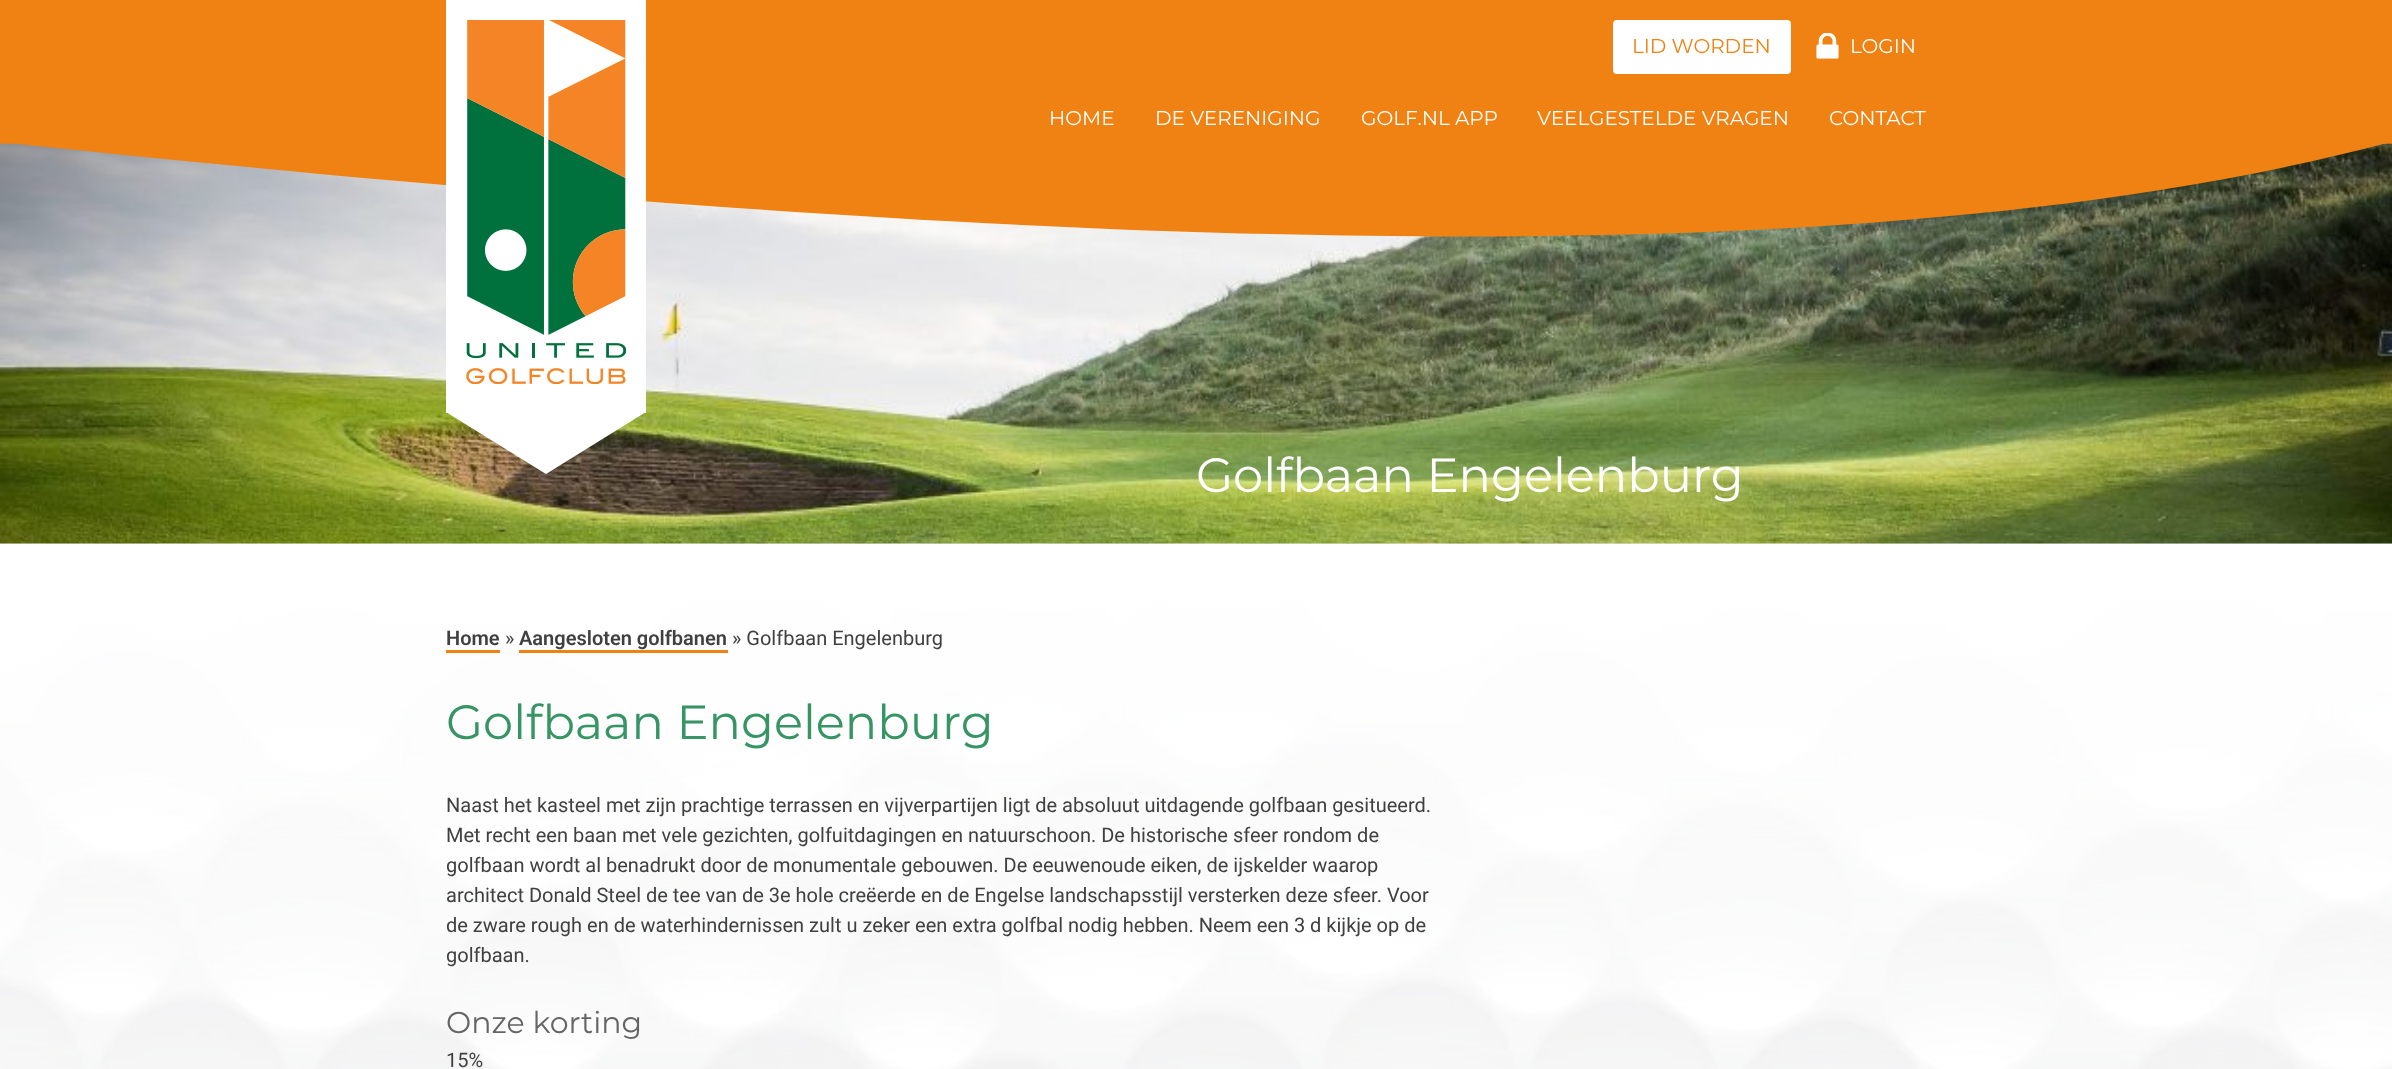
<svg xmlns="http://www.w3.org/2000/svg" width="2392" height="1069">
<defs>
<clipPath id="clip1"><rect y="143" width="2391" height="125"/></clipPath>
<clipPath id="clip2"><rect x="446" y="413" width="200" height="62"/></clipPath>
</defs>
<rect width="100%" height="100%" fill="#fff"/>
<rect width="2392" height="144" fill="#ef8213"/>
<image x="0" y="143" width="2392" height="401" href="media/3.png"/>
<g clip-path="url(#clip1)">
<path d="M-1 142c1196 126 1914 126 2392 0z" fill="#ef8213"/>
</g>
<rect x="446" width="200" height="413" fill="#fff"/>
<image x="466" y="20" width="160" height="364" href="media/1.png"/>
<g clip-path="url(#clip2)">
<path d="M446 412l100 62l100-62z" fill="#fff"/>
</g>
<rect x="1613" y="20" width="178" height="54" rx="4" fill="#fff"/>
<text x="1632" y="53" style="font-family:Montserrat;font-size:20px;font-weight:100;fill:#ef8213">LID WORDEN</text>
<image x="1816" y="33" width="23" height="26" href="media/2.png"/>
<text x="1850" y="53" style="font-family:Montserrat;font-size:20px;font-weight:100;fill:#fff">LOGIN</text>
<text x="1049" y="125" style="font-family:Montserrat;font-size:20px;font-weight:100;fill:#fff">HOME</text>
<text x="1155" y="125" style="font-family:Montserrat;font-size:20px;font-weight:100;fill:#fff">DE VERENIGING</text>
<text x="1361" y="125" style="font-family:Montserrat;font-size:20px;font-weight:100;fill:#fff">GOLF.NL APP</text>
<text x="1537" y="125" style="font-family:Montserrat;font-size:20px;font-weight:100;fill:#fff">VEELGESTELDE VRAGEN</text>
<text x="1829" y="125" style="font-family:Montserrat;font-size:20px;font-weight:100;fill:#fff">CONTACT</text>
<text x="1196" y="492" style="font-family:Montserrat;font-size:48px;font-weight:100;fill:#fff">Golfbaan Engelenburg</text>
<image x="0" y="543" width="2392" height="526" href="media/4.png"/>
<text x="446" y="645" style="font-family:Roboto;font-size:20px;font-weight:600;fill:#404040">Home</text>
<rect x="446" y="650" width="54" height="3" fill="#ef8213"/>
<text x="505" y="645" style="font-family:Roboto;font-size:20px;fill:#404040">»</text>
<text x="519" y="645" style="font-family:Roboto;font-size:20px;font-weight:600;fill:#404040">Aangesloten golfbanen</text>
<rect x="519" y="650" width="209" height="3" fill="#ef8213"/>
<text x="732" y="645" style="font-family:Roboto;font-size:20px;fill:#404040">» Golfbaan Engelenburg</text>
<text x="446" y="739" style="font-family:Montserrat;font-size:48px;font-weight:100;fill:#369465">Golfbaan Engelenburg</text>
<text x="446" y="812" style="font-family:Roboto;font-size:20px;fill:#404040">Naast het kasteel met zijn prachtige terrassen en vijverpartijen ligt de absoluut uitdagende golfbaan gesitueerd.</text>
<text x="446" y="842" style="font-family:Roboto;font-size:20px;fill:#404040">Met recht een baan met vele gezichten, golfuitdagingen en natuurschoon. De historische sfeer rondom de</text>
<text x="446" y="872" style="font-family:Roboto;font-size:20px;fill:#404040">golfbaan wordt al benadrukt door de monumentale gebouwen. De eeuwenoude eiken, de ijskelder waarop</text>
<text x="446" y="902" style="font-family:Roboto;font-size:20px;fill:#404040">architect Donald Steel de tee van de 3e hole creëerde en de Engelse landschapsstijl versterken deze sfeer. Voor</text>
<text x="446" y="932" style="font-family:Roboto;font-size:20px;fill:#404040">de zware rough en de waterhindernissen zult u zeker een extra golfbal nodig hebben. Neem een 3 d kijkje op de</text>
<text x="446" y="962" style="font-family:Roboto;font-size:20px;fill:#404040">golfbaan.</text>
<text x="446" y="1033" style="font-family:Montserrat;font-size:30px;font-weight:100;fill:#656566">Onze korting</text>
<text x="446" y="1067" style="font-family:Roboto;font-size:20px;fill:#404040">15%</text>
</svg>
══════════
§ Your goal
Write out every line from the entries where "media" appears.

§ Expected answer
<image x="0" y="143" width="2392" height="401" href="media/3.png"/>
<image x="466" y="20" width="160" height="364" href="media/1.png"/>
<image x="1816" y="33" width="23" height="26" href="media/2.png"/>
<image x="0" y="543" width="2392" height="526" href="media/4.png"/>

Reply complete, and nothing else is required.